**YOUR INSTRUCTIONS**.
Pull every "ring" line out of the data below.

**Pixel coordinate listings**.
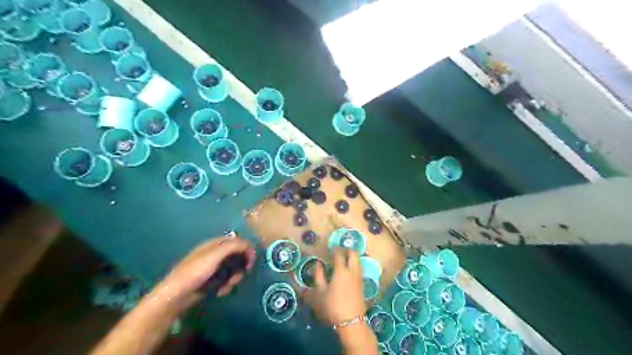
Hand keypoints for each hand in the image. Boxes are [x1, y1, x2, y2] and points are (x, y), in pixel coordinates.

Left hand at [155, 235, 256, 309]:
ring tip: (227, 287)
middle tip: (239, 277)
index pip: (237, 241)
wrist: (175, 296)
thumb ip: (232, 246)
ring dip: (234, 278)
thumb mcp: (215, 255)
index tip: (251, 262)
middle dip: (240, 266)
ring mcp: (212, 267)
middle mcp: (214, 253)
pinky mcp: (211, 280)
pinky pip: (226, 279)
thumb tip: (248, 244)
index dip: (246, 249)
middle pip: (237, 256)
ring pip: (232, 269)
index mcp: (214, 244)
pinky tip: (221, 291)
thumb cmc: (195, 272)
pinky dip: (226, 285)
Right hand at [305, 248, 368, 325]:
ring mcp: (359, 277)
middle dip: (347, 249)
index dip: (334, 249)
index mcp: (341, 270)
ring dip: (352, 257)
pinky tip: (348, 270)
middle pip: (353, 253)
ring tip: (344, 259)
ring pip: (358, 260)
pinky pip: (359, 268)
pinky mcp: (362, 284)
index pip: (339, 254)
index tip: (330, 247)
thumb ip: (318, 275)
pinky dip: (354, 264)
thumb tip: (317, 264)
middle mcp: (352, 270)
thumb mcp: (320, 291)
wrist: (351, 321)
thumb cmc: (332, 305)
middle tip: (339, 250)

**SOLVED EXERCISE**.
ring tip: (227, 287)
ring dip: (234, 278)
ring mcp: (212, 267)
ring pip: (232, 269)
ring mcp: (359, 277)
ring dip: (352, 257)
ring tip: (344, 259)
ring pip: (358, 260)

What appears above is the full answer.